Healthy sleep

Fall asleep, stay asleep, start the new day feeling refreshed. How healthy sleep works.

Veröffentlicht am

24.5.2024

Zuletzt aktualisiert am

31.5.2024

People sleep about 1/3 of their lifetime. While sleeping, the body is running on the back burner, heartbeat and blood pressure drop. Many bodily functions are in rest mode. Some others are running at full speed: During sleep, repairs take place in our cells, metabolic processes such as our sugar and fat metabolism are optimized, and the immune system is strengthened. Experiences are processed and new learnings are memorized.

People need sleep to stay healthy and get well. The importance of sleep often only becomes apparent when sleep is scarce. This is because lack of sleep can lead to increased infections, high blood pressure, gastrointestinal problems or even depression.

Read this article to find out how healthy sleep works.

Sleep phases and cycles

Sleep is divided into several phases and cycles. We go through about 4-5 different sleep phases during sleep. A sleep phase consists of four sleep phases:

  • falling asleep
  • The easy night's sleep
  • REM sleep and
  • deep sleep.

Deep sleep in particular is particularly important for regeneration processes in the body. The length of the deep sleep phase decreases over the duration of the night and REM sleep increases. The REM sleep phase is also known as dream sleep phase. Rem stands for rapid eye movement, i.e. a phase of rapid eye movement.

Schlafphasendiagramm mit Zeitverlauf von Einschlaf-/Wachphase, REM-Phase, Leichtschlafphase und Tiefschlafphase

Sleep duration and sleep quality

Statistically, the optimal sleep duration is between 6 and 8 hours. On average, men sleep less than women, and the length of sleep also decreases with age.
However, the optimal length of sleep varies from person to person. Some people get by well with 4-6 hours of sleep, other people are more likely to need 9-11 hours of sleep to feel rested. If sleep requirements change significantly, this should be discussed with a doctor to rule out physical causes.

Sleep length and sleep hygiene are influenced by various factors:

sleeping environment

One of the most important factors influencing sleep is the optimal room temperature. This should be between 16° and 19° degrees to avoid unnecessary sweating or freezing, which has a negative effect on sleep quality. In addition to the temperature, the humidity should be around 50%. Too dry air can cause coughing, sore throats or even nosebleeds, for example.

Noise, light and noise should also be reduced, as light and noise can interrupt sleep and thus reduce sleep quality. Earplugs or sleeping goggles can be used to minimize annoying effects.

sleep routine

The goal of sleep routines or falling asleep routines is to get yourself in the mood for sleep. These include fixed bedtimes and daily bedtime rituals, such as drinking a cup of tea. Ideally, these rituals are not broken even on weekends.

Konsum

Stimulating, caffeinated substances such as coffee or black tea should be avoided at least four hours before going to sleep. The drinks invigorate and are considered an stimulant, which is why they prevent you from falling asleep.
In addition, alcohol should be avoided at least two hours before going to sleep, as this has a negative effect on or inhibits deep sleep.

For a good and healthy night's sleep, it is also recommended to avoid screens (TV, laptop, mobile phone) about 30 minutes before going to bed. The blue light from the displays prevents the body from releasing the sleep hormone melatonin, which controls the sleep/wake cycle.

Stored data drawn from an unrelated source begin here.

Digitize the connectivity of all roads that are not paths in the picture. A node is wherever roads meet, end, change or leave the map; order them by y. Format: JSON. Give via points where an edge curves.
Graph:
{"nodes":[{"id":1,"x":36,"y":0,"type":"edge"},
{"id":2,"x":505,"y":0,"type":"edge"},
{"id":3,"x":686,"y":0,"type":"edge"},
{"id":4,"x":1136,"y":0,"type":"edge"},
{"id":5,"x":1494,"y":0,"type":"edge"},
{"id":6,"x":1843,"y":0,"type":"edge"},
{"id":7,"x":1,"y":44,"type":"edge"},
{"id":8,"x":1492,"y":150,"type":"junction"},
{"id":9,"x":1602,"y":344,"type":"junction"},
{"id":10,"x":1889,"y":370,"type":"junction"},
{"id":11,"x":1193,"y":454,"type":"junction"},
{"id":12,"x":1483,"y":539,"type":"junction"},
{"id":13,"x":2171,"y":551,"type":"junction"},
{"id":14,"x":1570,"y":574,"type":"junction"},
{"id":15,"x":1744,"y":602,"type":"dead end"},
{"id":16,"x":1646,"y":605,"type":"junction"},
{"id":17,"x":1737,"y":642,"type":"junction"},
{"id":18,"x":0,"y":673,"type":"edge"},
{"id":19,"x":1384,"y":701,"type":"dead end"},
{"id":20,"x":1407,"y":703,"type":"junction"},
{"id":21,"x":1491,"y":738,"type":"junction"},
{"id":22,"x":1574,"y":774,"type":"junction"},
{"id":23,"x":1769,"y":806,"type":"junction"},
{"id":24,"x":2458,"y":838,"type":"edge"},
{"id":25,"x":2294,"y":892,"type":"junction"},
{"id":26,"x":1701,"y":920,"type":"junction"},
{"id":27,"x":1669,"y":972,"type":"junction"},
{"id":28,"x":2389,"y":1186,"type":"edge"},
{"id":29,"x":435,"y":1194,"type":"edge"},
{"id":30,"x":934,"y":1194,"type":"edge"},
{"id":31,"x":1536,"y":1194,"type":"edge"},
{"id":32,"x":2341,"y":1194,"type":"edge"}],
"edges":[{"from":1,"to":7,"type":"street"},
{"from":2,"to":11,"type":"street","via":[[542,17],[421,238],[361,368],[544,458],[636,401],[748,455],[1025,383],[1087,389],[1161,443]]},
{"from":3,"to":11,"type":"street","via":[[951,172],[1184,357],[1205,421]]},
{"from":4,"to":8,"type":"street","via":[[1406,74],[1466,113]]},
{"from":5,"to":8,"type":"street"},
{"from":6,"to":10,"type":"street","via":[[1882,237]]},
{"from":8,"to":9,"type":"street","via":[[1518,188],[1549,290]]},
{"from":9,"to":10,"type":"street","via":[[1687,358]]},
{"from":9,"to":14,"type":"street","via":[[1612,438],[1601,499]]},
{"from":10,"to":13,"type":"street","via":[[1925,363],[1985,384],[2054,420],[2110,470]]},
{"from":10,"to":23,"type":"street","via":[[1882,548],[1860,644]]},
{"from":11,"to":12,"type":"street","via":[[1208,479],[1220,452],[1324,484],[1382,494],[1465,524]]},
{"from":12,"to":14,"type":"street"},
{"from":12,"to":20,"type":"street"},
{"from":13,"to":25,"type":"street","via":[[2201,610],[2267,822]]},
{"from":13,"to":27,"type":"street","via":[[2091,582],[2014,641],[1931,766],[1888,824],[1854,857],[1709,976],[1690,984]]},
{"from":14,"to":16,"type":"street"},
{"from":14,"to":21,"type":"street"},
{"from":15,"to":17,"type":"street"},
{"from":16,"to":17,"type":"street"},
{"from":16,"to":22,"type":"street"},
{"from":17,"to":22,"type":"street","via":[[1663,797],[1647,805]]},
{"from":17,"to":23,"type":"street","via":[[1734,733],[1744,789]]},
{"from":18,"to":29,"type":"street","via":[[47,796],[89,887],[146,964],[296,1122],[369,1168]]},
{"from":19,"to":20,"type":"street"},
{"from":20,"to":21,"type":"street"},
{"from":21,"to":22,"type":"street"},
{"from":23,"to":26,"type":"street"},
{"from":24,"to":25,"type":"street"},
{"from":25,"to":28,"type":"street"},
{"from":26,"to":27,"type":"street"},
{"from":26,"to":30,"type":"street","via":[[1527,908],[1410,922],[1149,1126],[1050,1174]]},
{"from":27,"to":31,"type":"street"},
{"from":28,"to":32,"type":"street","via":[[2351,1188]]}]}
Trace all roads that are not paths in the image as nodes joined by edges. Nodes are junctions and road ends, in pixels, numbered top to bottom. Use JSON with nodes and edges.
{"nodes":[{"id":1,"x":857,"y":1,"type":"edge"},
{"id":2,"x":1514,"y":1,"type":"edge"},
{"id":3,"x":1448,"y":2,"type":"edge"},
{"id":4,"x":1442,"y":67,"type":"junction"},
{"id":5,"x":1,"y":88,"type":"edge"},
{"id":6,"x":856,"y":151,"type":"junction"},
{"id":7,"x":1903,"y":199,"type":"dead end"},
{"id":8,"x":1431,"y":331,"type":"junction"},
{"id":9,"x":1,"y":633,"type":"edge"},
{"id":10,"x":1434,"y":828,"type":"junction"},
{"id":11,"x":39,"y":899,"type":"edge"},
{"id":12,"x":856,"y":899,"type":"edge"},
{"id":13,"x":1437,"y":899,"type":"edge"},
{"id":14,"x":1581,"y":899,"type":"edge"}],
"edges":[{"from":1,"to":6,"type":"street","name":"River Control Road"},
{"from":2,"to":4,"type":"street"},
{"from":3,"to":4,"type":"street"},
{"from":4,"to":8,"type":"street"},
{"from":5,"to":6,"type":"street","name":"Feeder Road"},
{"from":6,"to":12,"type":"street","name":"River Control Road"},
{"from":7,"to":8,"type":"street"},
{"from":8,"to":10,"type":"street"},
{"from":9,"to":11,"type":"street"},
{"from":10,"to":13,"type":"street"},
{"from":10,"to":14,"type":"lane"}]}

Tips for a healthy night's sleep

If you sleep too much on a regular basis, you should try to slowly reduce your sleep duration. For example, you can try to go to bed later in the evening but get up at the same time in the morning as usual. Or you can reduce sleep time by getting up earlier in the morning. This works best if you set your alarm maybe 5 minutes earlier each day until you get to where you want to go. Be sure to keep to regular sleep times - even on weekends.

If you don't get enough sleep on a regular basis, it may be an indication that your body isn't working enough during the day. Because physical exercise and being active promote sleep. Try to be active for about 20-30 minutes each day. Being active includes household activities, walks, but also sports.

Tips for healthy sleep therefore include

  • Fixed times to go to bed and get up
  • Fixed bedtime rituals (e.g. drinking a cup of tea, writing down thoughts, meditation, yoga)
  • Avoid caffeine and alcohol at least four or two hours before bedtime
  • Avoid using screens (cell phone and monitor) about 30 minutes before bedtime
  • Use darkness in the bedroom or sleep mask
  • Cool sleeping temperature (16-19°C)

The topic of sleep is complex and should always be considered individually. Before taking medication, tips should first be implemented that can promote a good night's sleep. If these measures do not help, discuss your sleep with the treating doctor to get to the bottom of the causes and avoid interactions with other medications.